(Stored items)
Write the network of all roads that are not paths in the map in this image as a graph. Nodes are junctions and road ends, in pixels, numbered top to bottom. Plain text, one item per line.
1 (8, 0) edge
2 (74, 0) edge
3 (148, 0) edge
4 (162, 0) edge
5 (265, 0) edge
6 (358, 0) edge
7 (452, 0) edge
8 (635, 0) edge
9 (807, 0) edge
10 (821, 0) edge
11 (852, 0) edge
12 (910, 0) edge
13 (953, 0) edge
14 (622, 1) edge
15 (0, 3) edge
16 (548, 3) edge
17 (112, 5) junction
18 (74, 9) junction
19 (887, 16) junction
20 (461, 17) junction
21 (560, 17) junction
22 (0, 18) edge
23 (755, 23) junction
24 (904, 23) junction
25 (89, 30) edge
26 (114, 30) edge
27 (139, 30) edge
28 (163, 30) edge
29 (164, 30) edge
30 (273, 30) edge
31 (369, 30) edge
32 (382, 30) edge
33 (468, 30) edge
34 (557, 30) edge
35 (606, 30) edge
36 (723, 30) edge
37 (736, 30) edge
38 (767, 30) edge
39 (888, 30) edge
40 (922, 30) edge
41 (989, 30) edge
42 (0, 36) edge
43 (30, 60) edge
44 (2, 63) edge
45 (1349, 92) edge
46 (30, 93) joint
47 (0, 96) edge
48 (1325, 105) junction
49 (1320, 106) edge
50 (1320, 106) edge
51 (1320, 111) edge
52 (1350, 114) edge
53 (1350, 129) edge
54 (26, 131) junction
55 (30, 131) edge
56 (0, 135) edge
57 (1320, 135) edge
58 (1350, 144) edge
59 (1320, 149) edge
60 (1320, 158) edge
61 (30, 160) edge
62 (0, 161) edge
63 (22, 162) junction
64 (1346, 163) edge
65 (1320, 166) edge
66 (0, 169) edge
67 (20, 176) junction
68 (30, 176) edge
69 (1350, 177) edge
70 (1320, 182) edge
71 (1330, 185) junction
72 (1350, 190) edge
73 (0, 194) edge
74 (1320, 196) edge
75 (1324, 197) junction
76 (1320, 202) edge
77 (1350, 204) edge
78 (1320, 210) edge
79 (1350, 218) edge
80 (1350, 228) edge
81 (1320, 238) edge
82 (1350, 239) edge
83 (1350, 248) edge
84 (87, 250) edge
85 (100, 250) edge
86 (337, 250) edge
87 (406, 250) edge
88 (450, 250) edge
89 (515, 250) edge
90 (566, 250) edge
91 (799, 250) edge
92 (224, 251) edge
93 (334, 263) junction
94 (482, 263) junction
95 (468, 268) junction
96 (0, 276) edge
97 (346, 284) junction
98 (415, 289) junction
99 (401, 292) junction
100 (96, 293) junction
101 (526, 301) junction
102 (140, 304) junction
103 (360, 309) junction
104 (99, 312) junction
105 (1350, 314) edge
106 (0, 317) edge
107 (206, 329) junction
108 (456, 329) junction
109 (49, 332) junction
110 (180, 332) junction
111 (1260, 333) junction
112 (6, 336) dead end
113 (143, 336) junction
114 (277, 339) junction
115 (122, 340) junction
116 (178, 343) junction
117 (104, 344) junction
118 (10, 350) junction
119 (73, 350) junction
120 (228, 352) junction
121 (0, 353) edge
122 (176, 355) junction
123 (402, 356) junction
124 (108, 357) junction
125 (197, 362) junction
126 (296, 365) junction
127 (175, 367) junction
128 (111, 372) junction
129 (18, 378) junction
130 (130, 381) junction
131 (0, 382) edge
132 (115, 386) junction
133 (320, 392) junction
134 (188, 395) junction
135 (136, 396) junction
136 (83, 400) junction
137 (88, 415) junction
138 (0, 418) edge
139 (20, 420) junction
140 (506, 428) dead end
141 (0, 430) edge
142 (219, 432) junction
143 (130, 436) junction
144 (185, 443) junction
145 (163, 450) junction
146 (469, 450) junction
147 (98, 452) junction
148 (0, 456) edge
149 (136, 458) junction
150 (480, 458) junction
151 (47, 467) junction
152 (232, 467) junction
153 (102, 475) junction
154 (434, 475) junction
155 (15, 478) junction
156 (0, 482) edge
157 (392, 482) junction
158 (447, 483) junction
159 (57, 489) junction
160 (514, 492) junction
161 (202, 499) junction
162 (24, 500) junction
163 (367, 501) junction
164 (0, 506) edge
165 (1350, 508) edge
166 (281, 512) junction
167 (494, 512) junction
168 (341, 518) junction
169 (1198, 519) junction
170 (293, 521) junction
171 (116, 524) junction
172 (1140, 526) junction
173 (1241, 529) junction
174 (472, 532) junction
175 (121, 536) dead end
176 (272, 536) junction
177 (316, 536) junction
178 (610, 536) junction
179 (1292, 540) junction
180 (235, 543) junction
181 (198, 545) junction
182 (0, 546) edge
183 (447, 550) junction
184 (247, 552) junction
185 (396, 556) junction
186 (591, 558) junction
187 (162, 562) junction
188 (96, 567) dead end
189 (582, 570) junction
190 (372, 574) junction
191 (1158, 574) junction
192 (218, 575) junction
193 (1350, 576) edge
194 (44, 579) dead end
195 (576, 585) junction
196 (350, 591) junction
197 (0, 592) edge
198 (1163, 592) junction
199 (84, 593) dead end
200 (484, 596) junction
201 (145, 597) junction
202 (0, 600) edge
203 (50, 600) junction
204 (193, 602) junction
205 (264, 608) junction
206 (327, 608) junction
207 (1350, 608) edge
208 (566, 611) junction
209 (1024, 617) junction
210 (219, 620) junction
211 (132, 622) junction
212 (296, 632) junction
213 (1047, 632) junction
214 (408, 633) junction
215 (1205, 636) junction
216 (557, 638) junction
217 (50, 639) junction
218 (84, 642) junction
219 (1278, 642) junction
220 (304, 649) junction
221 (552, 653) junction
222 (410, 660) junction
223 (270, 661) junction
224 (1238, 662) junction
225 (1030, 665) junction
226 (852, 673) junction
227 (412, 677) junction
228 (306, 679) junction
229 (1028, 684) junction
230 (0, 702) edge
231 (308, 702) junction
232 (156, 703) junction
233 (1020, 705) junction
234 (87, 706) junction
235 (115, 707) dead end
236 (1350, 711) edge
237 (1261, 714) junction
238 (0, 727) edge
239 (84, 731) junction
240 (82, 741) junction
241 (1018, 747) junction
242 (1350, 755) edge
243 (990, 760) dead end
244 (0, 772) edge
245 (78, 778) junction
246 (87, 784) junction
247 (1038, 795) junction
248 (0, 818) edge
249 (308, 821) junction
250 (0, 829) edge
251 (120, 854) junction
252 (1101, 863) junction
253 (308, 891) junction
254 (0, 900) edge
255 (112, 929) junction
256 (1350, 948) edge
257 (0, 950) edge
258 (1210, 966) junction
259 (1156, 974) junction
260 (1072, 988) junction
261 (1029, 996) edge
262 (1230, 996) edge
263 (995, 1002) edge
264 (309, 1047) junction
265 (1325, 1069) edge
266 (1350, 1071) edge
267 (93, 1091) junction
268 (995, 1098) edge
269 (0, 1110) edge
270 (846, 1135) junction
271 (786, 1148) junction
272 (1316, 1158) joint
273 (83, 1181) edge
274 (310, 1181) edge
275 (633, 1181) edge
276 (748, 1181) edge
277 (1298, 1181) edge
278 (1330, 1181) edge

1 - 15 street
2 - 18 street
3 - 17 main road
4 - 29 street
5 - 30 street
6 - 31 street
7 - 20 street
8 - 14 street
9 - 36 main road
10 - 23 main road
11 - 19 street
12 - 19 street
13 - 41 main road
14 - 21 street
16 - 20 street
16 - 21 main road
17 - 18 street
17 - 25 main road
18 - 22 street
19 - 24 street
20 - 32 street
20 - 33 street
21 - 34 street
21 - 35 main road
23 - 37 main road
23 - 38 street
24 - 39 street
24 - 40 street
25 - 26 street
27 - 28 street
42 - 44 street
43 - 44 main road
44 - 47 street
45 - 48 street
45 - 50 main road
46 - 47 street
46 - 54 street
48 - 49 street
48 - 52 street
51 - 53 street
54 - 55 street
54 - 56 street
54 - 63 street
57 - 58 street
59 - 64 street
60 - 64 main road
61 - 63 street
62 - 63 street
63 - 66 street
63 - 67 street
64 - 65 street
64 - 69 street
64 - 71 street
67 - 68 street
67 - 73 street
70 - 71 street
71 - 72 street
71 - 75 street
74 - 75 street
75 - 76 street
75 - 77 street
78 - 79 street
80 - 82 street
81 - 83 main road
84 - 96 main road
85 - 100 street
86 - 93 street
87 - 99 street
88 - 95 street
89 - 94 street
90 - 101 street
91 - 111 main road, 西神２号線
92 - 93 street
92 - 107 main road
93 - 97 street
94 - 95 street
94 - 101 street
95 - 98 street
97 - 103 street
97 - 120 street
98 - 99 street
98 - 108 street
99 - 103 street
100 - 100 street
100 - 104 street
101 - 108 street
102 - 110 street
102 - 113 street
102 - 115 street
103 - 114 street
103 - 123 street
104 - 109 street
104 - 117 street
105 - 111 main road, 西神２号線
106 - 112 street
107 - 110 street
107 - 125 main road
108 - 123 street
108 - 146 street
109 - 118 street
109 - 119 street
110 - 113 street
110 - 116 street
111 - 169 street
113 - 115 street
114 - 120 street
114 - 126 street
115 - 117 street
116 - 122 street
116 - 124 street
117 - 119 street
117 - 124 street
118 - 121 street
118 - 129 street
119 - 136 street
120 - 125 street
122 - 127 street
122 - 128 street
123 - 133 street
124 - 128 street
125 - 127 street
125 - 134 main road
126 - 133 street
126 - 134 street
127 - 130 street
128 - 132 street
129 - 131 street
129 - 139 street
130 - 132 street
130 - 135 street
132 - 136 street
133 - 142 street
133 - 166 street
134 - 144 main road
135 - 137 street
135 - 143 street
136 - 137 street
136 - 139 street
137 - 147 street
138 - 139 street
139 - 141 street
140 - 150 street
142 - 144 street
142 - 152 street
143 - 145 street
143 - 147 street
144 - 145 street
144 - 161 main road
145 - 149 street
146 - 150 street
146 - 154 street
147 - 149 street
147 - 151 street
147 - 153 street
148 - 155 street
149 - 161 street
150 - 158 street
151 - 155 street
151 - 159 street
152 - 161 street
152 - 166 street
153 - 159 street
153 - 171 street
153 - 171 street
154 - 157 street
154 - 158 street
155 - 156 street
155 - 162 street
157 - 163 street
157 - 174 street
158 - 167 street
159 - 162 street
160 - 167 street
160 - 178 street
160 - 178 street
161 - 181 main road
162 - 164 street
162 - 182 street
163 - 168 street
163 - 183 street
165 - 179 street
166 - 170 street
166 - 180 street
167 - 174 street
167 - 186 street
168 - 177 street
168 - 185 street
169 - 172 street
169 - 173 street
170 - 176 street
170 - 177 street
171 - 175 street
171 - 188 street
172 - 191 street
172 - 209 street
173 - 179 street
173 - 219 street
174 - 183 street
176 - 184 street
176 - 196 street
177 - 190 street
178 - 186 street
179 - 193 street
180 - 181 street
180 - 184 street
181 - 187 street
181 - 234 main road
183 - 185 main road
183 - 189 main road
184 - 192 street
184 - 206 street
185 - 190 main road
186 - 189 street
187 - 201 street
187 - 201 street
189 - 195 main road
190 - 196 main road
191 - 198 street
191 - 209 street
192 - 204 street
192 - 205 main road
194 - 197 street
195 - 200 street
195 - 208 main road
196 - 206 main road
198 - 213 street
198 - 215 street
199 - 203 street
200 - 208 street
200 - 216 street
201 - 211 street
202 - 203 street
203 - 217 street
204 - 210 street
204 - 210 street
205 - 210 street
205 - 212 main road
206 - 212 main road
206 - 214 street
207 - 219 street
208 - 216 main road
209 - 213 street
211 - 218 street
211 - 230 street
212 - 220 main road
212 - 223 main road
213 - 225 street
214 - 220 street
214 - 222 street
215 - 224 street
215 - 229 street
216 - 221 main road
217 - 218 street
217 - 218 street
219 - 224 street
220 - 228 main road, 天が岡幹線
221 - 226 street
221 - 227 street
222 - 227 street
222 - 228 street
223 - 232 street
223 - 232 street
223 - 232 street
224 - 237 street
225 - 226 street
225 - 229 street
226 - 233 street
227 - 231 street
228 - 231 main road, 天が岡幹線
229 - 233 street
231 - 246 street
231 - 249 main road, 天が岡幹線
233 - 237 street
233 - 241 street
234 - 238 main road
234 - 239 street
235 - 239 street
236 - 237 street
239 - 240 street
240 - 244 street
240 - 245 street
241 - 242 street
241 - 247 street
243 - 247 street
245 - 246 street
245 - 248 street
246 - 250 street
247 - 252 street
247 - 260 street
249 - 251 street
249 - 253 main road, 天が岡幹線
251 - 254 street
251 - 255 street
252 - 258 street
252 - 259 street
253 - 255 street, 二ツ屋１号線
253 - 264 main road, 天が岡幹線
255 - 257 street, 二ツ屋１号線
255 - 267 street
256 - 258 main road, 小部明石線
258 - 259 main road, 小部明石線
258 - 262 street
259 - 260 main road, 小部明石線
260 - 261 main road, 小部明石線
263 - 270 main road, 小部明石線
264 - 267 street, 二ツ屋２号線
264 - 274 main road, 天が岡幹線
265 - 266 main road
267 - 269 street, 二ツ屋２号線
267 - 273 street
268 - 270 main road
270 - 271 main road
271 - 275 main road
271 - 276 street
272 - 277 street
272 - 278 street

Task directions: When a line in the records above holds "小部明石線", that line is to be reported.

Answer:
256 - 258 main road, 小部明石線
258 - 259 main road, 小部明石線
259 - 260 main road, 小部明石線
260 - 261 main road, 小部明石線
263 - 270 main road, 小部明石線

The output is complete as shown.